Teaching Writing at Hispanic Serving Institutions

This was a handout I developed with colleagues in the Writing Program at UCSC for our 2017 Conference on College Composition and Communication (CCCC) Roundtable: Teaching Writing in Hispanic Serving Institutions: Naming What We Know

Top 12  Ways to Support Latinx Student Success in Your Writing Class

Yolanda Venegas, Mark Baker, Robin King, Sarah-Hope Parmeter, Ellen Newberry

  • Find ways to legitimize a student’s home language and culture, their ethno-linguistic worlds.  Provide tools that support them in shifting from a deficit mindset about their difference to a mindset whereby their difference is a valuable resource. 
  • Read student writing to gain a sense of how they think, how they engage with ideas and emphasize the potential there instead of focusing feedback on language error and correction.
  • Support students to see course readings as conversations in which they participate.  Help students become active participants in and owners of their education—rather than conceiving of their role as observing from the sidelines.
  • Create an environment where students have opportunities to use the reading, writing, thinking skills they are gaining to reflect on and examine their own educational histories, family histories, background experiences (i.e. what they bring into the classroom).  In other words, find ways to legitimize students’ socio-historical experiences; the idea is that culturally responsive teaching is emancipatory/liberating.  
  • Connect the content of the class (in English it is their reading/writing) to their real world, make the work of the class directly “useful” and relevant to their day to day lived realities
  • Work with students who experience marginalization (at the university, in the larger political climate) to move from a position of silence to a position of voice.  To what extent or in what ways should we interpret or see our classes (the reading, the thinking, the writing) as spaces for students to enact political and social empowerment, especially for those coming from positions of silence? (Note: the idea from Geneva Gay and James Banks that culturally responsive teaching is transformative; Freire & Ira Shor; it is about social change: Guide students to understand the power of literacy and higher education: our Latina/o students are driven and understand the need for social change and if we can get them to see how strong reading and writing skills are powerful tools they need make changes in their communities–then we have buy in—students in my classes know that their writing matters or as Sherman Alexie might say “books save lives”).
  • Create a learning community in the classroom where students feel safe, where there is mutual respect (where each student knows her writing will be taken seriously)..
  • Understand in the writing and other seminar classes the need to pay attention to students’ affective needs—what is going on emotionally and psychologically–as we are trying to teach writing we understand the need to teach students how to use writing as a tool to improve their sense of self-efficacy; reading and writing as tools to increase their confidence in their ability to improve, to succeed.
  • Teach rhetorical metacognition: students should become aware of different rhetorical reading/writing strategies and critical/analytical habits of thought.  Likewise, they should engage in conversations as as to consider how the work of the university differs from that of high school.  We ask them to develop dialogs and conversations with textual materials — we push them to move beyond memorization.
  • Be accessible—teacher accessibility is more an attitude than the number of posted office hours.  Students sense if you really want to meet with them.

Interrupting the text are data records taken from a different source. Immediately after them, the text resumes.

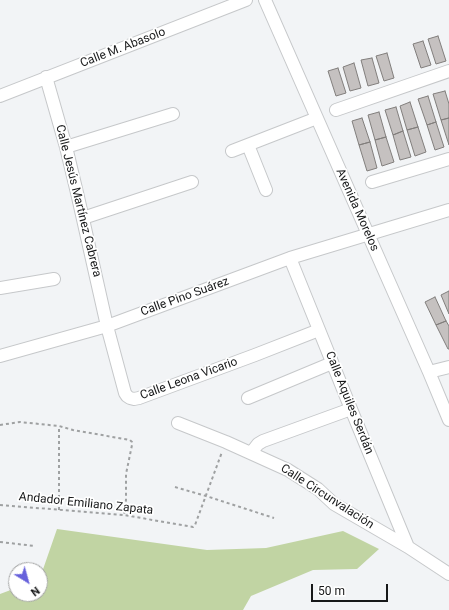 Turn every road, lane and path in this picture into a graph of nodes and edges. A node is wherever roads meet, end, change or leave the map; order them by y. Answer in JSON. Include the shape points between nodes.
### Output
{"nodes":[{"id":1,"x":246,"y":0,"type":"edge"},
{"id":2,"x":265,"y":0,"type":"edge"},
{"id":3,"x":448,"y":75,"type":"edge"},
{"id":4,"x":46,"y":77,"type":"junction"},
{"id":5,"x":0,"y":96,"type":"edge"},
{"id":6,"x":336,"y":110,"type":"dead end"},
{"id":7,"x":173,"y":114,"type":"dead end"},
{"id":8,"x":317,"y":118,"type":"junction"},
{"id":9,"x":248,"y":145,"type":"junction"},
{"id":10,"x":66,"y":147,"type":"junction"},
{"id":11,"x":232,"y":151,"type":"dead end"},
{"id":12,"x":449,"y":159,"type":"edge"},
{"id":13,"x":192,"y":182,"type":"dead end"},
{"id":14,"x":372,"y":182,"type":"dead end"},
{"id":15,"x":266,"y":190,"type":"dead end"},
{"id":16,"x":449,"y":210,"type":"edge"},
{"id":17,"x":83,"y":218,"type":"junction"},
{"id":18,"x":368,"y":234,"type":"junction"},
{"id":19,"x":290,"y":258,"type":"junction"},
{"id":20,"x":54,"y":279,"type":"dead end"},
{"id":21,"x":0,"y":288,"type":"edge"},
{"id":22,"x":107,"y":326,"type":"junction"},
{"id":23,"x":320,"y":330,"type":"junction"},
{"id":24,"x":0,"y":356,"type":"edge"},
{"id":25,"x":332,"y":363,"type":"junction"},
{"id":26,"x":449,"y":367,"type":"edge"},
{"id":27,"x":429,"y":372,"type":"junction"},
{"id":28,"x":248,"y":398,"type":"dead end"},
{"id":29,"x":351,"y":409,"type":"junction"},
{"id":30,"x":449,"y":420,"type":"edge"},
{"id":31,"x":178,"y":423,"type":"dead end"},
{"id":32,"x":0,"y":425,"type":"edge"},
{"id":33,"x":59,"y":426,"type":"junction"},
{"id":34,"x":226,"y":442,"type":"junction"},
{"id":35,"x":251,"y":453,"type":"junction"},
{"id":36,"x":176,"y":487,"type":"dead end"},
{"id":37,"x":206,"y":496,"type":"junction"},
{"id":38,"x":0,"y":505,"type":"edge"},
{"id":39,"x":59,"y":510,"type":"junction"},
{"id":40,"x":124,"y":515,"type":"junction"},
{"id":41,"x":274,"y":518,"type":"dead end"},
{"id":42,"x":0,"y":542,"type":"edge"},
{"id":43,"x":35,"y":546,"type":"dead end"},
{"id":44,"x":408,"y":547,"type":"junction"},
{"id":45,"x":449,"y":574,"type":"edge"}],
"edges":[{"from":1,"to":4,"type":"street","name":"Calle M. Abasolo"},
{"from":2,"to":8,"type":"street","name":"Avenida Morelos"},
{"from":3,"to":6,"type":"street"},
{"from":4,"to":5,"type":"street","name":"Calle M. Abasolo"},
{"from":4,"to":10,"type":"street","name":"Calle Jesús Martínez Cabrera"},
{"from":7,"to":10,"type":"street"},
{"from":8,"to":9,"type":"street"},
{"from":8,"to":18,"type":"street","name":"Avenida Morelos"},
{"from":9,"to":11,"type":"street"},
{"from":9,"to":15,"type":"street"},
{"from":10,"to":17,"type":"street","name":"Calle Jesús Martínez Cabrera"},
{"from":12,"to":14,"type":"street"},
{"from":13,"to":17,"type":"street"},
{"from":16,"to":18,"type":"street","name":"Calle Pino Suárez"},
{"from":17,"to":22,"type":"street","name":"Calle Jesús Martínez Cabrera"},
{"from":18,"to":19,"type":"street","name":"Calle Pino Suárez"},
{"from":18,"to":27,"type":"street","name":"Avenida Morelos"},
{"from":19,"to":22,"type":"street","name":"Calle Pino Suárez"},
{"from":19,"to":23,"type":"street","name":"Calle Aquiles Serdán"},
{"from":20,"to":21,"type":"street"},
{"from":22,"to":23,"type":"street","name":"Calle Leona Vicario","via":[[125,392],[134,399]]},
{"from":22,"to":24,"type":"street","name":"Calle Pino Suárez"},
{"from":23,"to":25,"type":"street","name":"Calle Aquiles Serdán"},
{"from":25,"to":28,"type":"street"},
{"from":25,"to":29,"type":"street","name":"Calle Aquiles Serdán"},
{"from":26,"to":27,"type":"street"},
{"from":27,"to":30,"type":"street","name":"Avenida Morelos"},
{"from":29,"to":35,"type":"street","via":[[262,441]]},
{"from":29,"to":44,"type":"street","name":"Calle Aquiles Serdán"},
{"from":31,"to":34,"type":"street","name":"Calle Circunvalación"},
{"from":32,"to":33,"type":"path","via":[[20,422]]},
{"from":33,"to":39,"type":"path"},
{"from":33,"to":40,"type":"path","via":[[132,442],[126,474]]},
{"from":34,"to":35,"type":"street","name":"Calle Circunvalación"},
{"from":34,"to":37,"type":"path"},
{"from":35,"to":44,"type":"street","name":"Calle Circunvalación","via":[[288,470],[322,492],[334,504]]},
{"from":36,"to":37,"type":"path"},
{"from":37,"to":40,"type":"path","name":"Andador Emiliano Zapata","via":[[193,527]]},
{"from":37,"to":41,"type":"path"},
{"from":38,"to":39,"type":"path","name":"Andador Emiliano Zapata"},
{"from":39,"to":40,"type":"path","name":"Andador Emiliano Zapata"},
{"from":42,"to":43,"type":"path"},
{"from":44,"to":45,"type":"street","name":"Calle Circunvalación"}]}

If possible, respond to at least one set of papers in conference or writing groups, preferably early in the quarter. Make visiting the instructor a comfortable, collaborative experience designed to help students elucidate and present their own ideas.  Alternatives for commuter campuses could include use of Google Hangouts, online chat rooms, Google docs, etc.
  • Understand that family trumps school, always.  Avoid interpreting a student’s absence/tardiness as lack of commitment to class and/or other university obligations.  Because of socio-economic circumstance, family emergencies may occur more often.
  • Develop a variety of writing assignments that speak to learning orientations and that provide students opportunities to critically analyze their educational, family, political, and community histories.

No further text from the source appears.